Así es que echándole valor al asunto, intenté de esa forma ganar su estima y mi tranquilidad para unos cuantos días posteriores en que me quedé a ver los toros desde la barrera. Me esforzaba en aprender de memoria las corrientes literarias y la vida y obra de sus escritores y, aunque la pronunciación no fuese del todo la correcta, servía bastante en el aprendizaje de paradigmas lingüísticos que después usaba en la conversación o en la redacción. Si mis errores superaban el umbral de su aguante, se producía como un estallido de malhumor que ahora interpreto fríamente como forma de mantener el rol de profe dura, pero en el fondo, no lo era tanto. Con mi insistencia en salir a dar la lección por libre, conseguí un poco de tranquilidad en sus clases, puesto que tenía cubierto el cupo de ceros necesarios. Era su forma de calificar así y, al final del curso, no sé si por su benevolencia o por mi capacidad lingüística se convirtieron en un nada despreciable notable.

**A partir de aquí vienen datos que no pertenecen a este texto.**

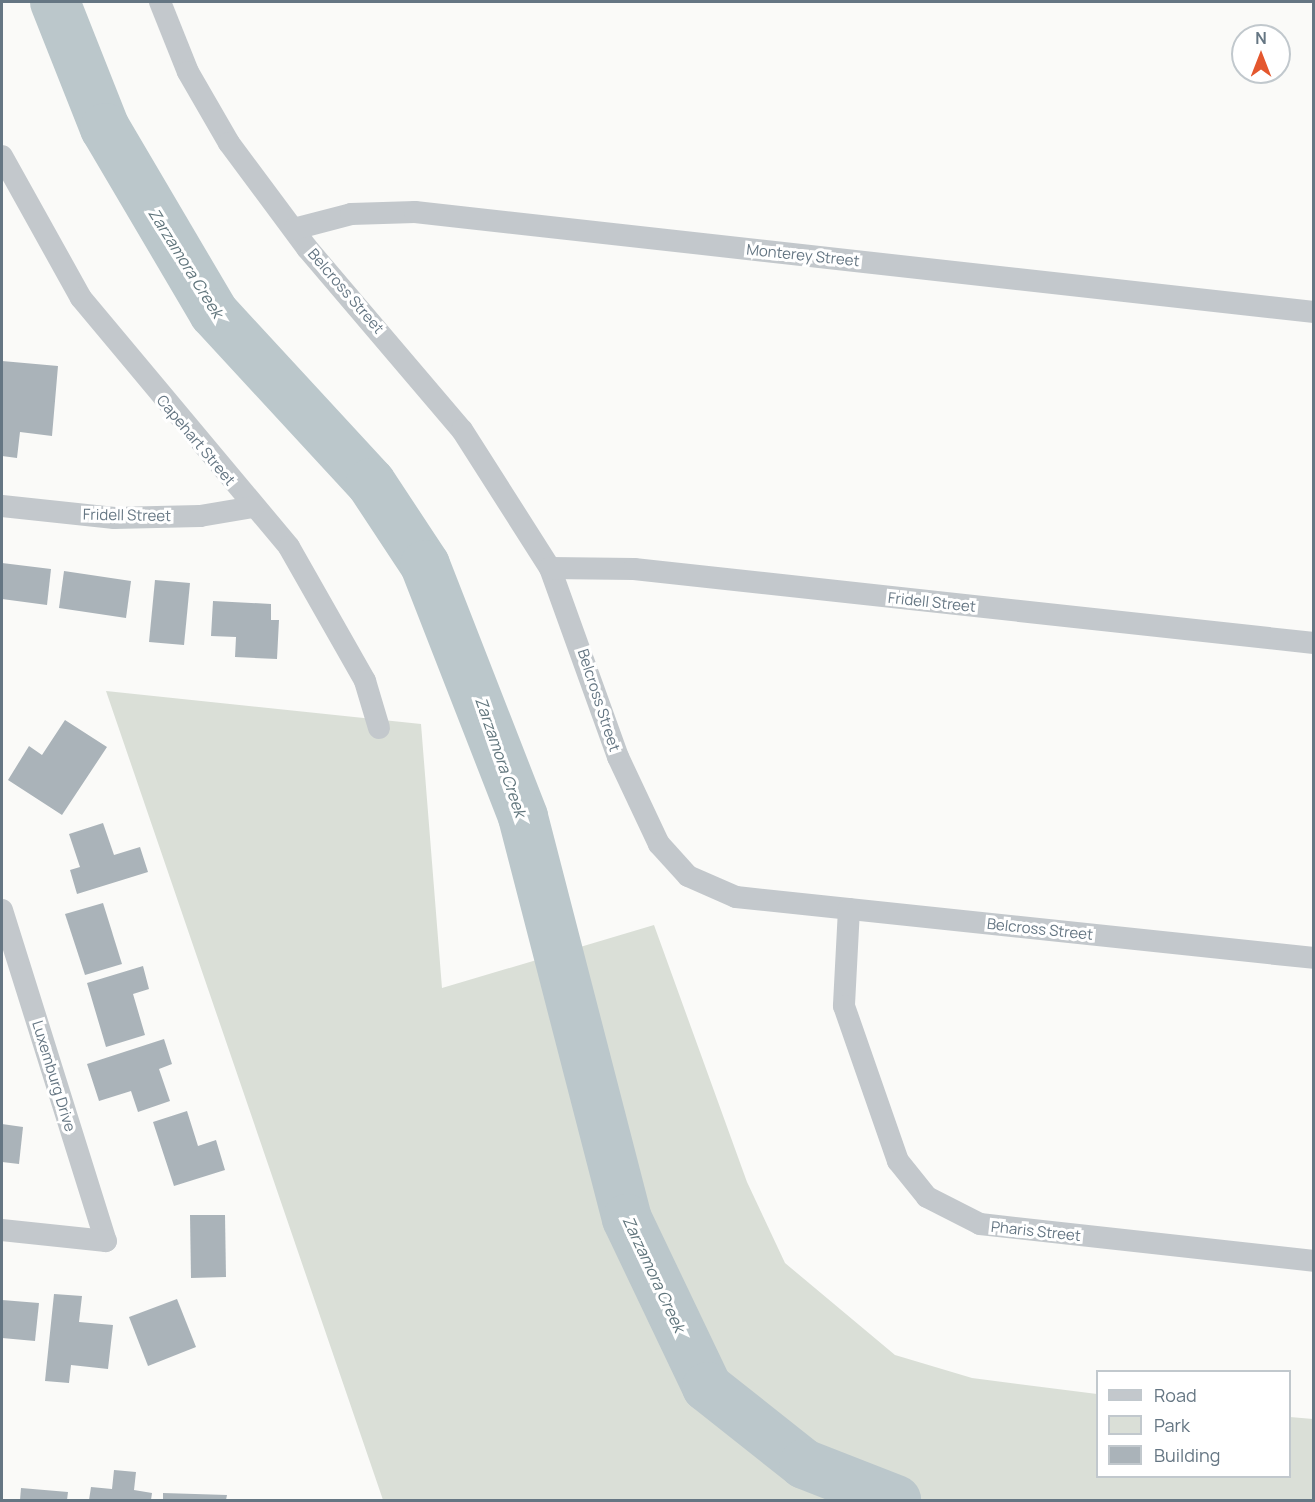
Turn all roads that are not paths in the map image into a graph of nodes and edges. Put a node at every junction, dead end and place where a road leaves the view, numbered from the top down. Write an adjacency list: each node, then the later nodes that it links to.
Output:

Recuerdo que en los tres años de mi estancia en Oviedo que duraron mis estudios de magisterio, me la encontraba habitualmente acompañando a su madre. Yo saludé a Olga y ella me reconoció al momento y me preguntó qué estudios hacía y cómo me iba en ellos. En varias ocasiones a la misma hora en que yo regresaba para mi pensión me las tropecé y paramos a hablar. La última, en el paso de peatones que cruza Santa Susana, cerca del Instituto Alfonso II, es el recuerdo imborrable de esta profesora que me perdura.